You probably saw the photos of him, thin and gaunt, during his recent battle with throat cancer. His fight was ultimately successful. But at one point, he truly believed it would be fatal.

And who can blame him, given the sad state of mainstream cancer treatment?

Despite the fact that he suffered oral pain and infections for nine months, doctors did not discover his throat cancer until it had grown to a walnut-size tumor at the base of his tongue. This case is another example of the myth that “VIPs” get better medical information and care than the average citizen. (I recently pointed this out with Angelina Jolie)

Luckily, his case wasn’t too “far gone.” And he has now been cancer-free for two years.

But the question remains–what caused Douglas’s cancer?

Like many Americans, Douglas knew he did not abuse alcohol or tobacco. And unlike much of the modern medical complex, he recognized the important role of stress in causing chronic diseases. So, he stated that initially he thought his cancer arose from the stress of problems with his adult son.

But he recently gave an interview about his personal medical journey with the British newspaper the Guardian.

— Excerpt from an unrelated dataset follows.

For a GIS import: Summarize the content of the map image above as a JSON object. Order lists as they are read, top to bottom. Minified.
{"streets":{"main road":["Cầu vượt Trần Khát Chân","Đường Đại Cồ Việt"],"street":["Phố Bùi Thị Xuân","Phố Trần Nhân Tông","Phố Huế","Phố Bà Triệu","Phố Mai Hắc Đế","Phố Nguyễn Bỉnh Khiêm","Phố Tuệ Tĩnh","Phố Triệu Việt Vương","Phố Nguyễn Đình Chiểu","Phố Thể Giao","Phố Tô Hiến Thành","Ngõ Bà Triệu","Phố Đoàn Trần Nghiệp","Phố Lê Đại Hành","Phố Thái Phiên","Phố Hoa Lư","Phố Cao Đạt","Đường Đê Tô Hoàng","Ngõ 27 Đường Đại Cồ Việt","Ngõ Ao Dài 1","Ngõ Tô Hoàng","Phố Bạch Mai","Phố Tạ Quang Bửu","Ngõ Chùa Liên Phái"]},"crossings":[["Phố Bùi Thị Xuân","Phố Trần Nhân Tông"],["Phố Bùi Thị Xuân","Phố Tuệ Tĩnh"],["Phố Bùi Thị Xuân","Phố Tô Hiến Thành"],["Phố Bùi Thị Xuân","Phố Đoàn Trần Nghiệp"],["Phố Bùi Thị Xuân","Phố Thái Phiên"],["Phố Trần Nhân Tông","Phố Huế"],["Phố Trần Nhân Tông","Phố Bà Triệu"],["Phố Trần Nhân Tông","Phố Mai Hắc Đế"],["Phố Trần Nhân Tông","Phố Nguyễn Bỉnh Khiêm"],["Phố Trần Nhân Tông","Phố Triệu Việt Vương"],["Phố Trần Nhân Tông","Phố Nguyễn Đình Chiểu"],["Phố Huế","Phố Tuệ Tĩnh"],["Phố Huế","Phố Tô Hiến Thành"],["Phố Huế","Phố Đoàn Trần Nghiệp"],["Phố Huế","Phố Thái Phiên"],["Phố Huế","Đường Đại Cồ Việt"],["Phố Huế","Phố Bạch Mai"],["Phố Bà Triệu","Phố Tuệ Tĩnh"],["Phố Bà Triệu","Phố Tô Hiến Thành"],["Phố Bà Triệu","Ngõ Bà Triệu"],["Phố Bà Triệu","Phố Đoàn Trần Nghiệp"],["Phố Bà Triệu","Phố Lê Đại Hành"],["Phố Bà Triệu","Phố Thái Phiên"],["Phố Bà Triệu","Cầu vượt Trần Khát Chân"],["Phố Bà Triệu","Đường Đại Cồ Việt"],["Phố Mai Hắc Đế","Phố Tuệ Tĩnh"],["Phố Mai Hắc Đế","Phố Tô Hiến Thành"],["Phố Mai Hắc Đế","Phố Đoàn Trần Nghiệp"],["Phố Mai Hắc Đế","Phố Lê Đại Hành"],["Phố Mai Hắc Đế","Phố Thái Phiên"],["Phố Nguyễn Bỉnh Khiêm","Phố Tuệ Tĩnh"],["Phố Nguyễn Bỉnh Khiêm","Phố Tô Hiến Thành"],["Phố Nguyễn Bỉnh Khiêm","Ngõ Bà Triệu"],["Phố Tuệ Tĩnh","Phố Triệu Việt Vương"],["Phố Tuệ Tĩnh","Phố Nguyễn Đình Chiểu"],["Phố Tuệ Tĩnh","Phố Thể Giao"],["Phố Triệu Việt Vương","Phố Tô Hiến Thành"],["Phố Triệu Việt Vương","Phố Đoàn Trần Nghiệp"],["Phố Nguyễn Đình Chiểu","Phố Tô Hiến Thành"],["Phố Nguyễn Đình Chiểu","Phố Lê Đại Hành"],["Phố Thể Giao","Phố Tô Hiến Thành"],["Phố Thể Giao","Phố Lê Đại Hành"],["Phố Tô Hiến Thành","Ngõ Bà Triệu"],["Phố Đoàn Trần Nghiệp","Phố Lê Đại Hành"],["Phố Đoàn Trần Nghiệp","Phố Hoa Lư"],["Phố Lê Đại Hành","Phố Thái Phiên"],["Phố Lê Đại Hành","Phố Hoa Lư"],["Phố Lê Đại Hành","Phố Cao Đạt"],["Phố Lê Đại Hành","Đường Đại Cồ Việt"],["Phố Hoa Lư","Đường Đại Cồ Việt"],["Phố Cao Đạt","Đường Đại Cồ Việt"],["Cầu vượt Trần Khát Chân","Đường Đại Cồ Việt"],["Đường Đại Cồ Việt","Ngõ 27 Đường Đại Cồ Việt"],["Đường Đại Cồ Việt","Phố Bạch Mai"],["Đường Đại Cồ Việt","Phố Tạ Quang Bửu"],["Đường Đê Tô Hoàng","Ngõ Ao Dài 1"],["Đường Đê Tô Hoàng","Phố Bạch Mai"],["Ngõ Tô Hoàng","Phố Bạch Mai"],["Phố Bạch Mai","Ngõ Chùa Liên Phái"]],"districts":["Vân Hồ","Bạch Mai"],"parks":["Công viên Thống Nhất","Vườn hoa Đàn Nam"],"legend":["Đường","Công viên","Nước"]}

The newspaper quoted Douglas as saying the sexually transmitted virus called Human Papilloma Virus (HPV) caused his cancer. He said he caught the virus from performing oral sex on a woman.

After the article went to print, Douglas backed off his statement. And he now claims not to know with certitude where his cancer came from. However, he did say he wanted to raise awareness that HPV can cause oral cancer.

And on that point, Douglas is absolutely correct.

HPV is a sexually transmitted disease typically spread through genital and genital-oral contact. And one type of the HPV virus–called HPV16– causes oral cancers.

According to the National Cancer Institute, HPV infections account for about 5 percent of all cancers worldwide.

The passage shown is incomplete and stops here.